Figure 3. The transcriptionally inactive c-Jun mutants fail to efficiently suppress AR activity.

(A) Schematic view of various c-Jun mutants. NTD, N-terminal domain; LZ, leucine zipper, (B) and (C) Transcriptional activity of c-Jun mutants determined by luciferase reporters driven by the jun2 response element or three tandem repeats of TRE. LNCaP cells were transfected with 0.5 μg of jun2-luc (B) or 3XTRE-luc (C), 100 ng of pRL-TK along with 1 μg of pCMV-Flag (vector) or indicated pFlag-c-Jun (wild type or mutants) for 24 hr before assaying the luciferase activities.
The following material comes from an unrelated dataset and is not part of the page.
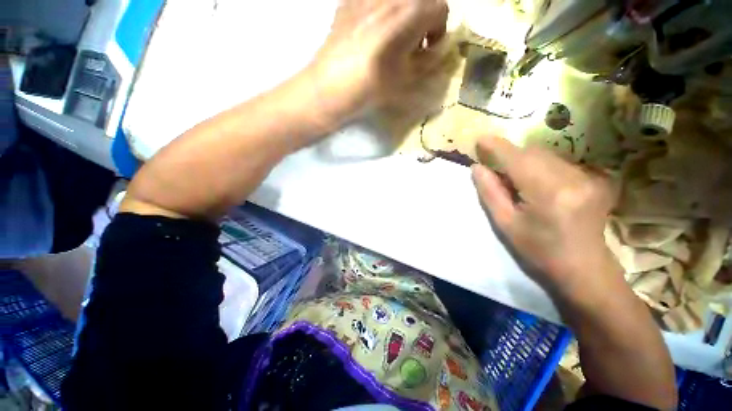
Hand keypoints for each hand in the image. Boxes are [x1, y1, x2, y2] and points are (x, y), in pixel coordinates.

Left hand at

Error bars, S.E. (n=3). (D) Effects of c-Jun mutants on AR activity in LNCaP cells were evaluated by PSA reporter utilizing the method as described in legend of Figure 1. Error bars, S.E. (n=3~5). The asterisk and the double asterisk indicate P<0.05 and P<0.005, respectively (Student’s t-test). (E) Examination of the exogenous c-Jun expression in (D) by immunoblotting with a Flag antibody. (F) Effect of Flag-c-Jun mutants on endogenous PSA expression. LNCaP-rtTA-c-Jun cells (wild-type or mutants) were treated with 100 ng/ml Dox for 24 hr, followed by immunoblotting for AR, PSA and Flag-c-Jun proteins expression. All Flag-c-Jun mutants (Flag) were detected with the anti-Flag antibody.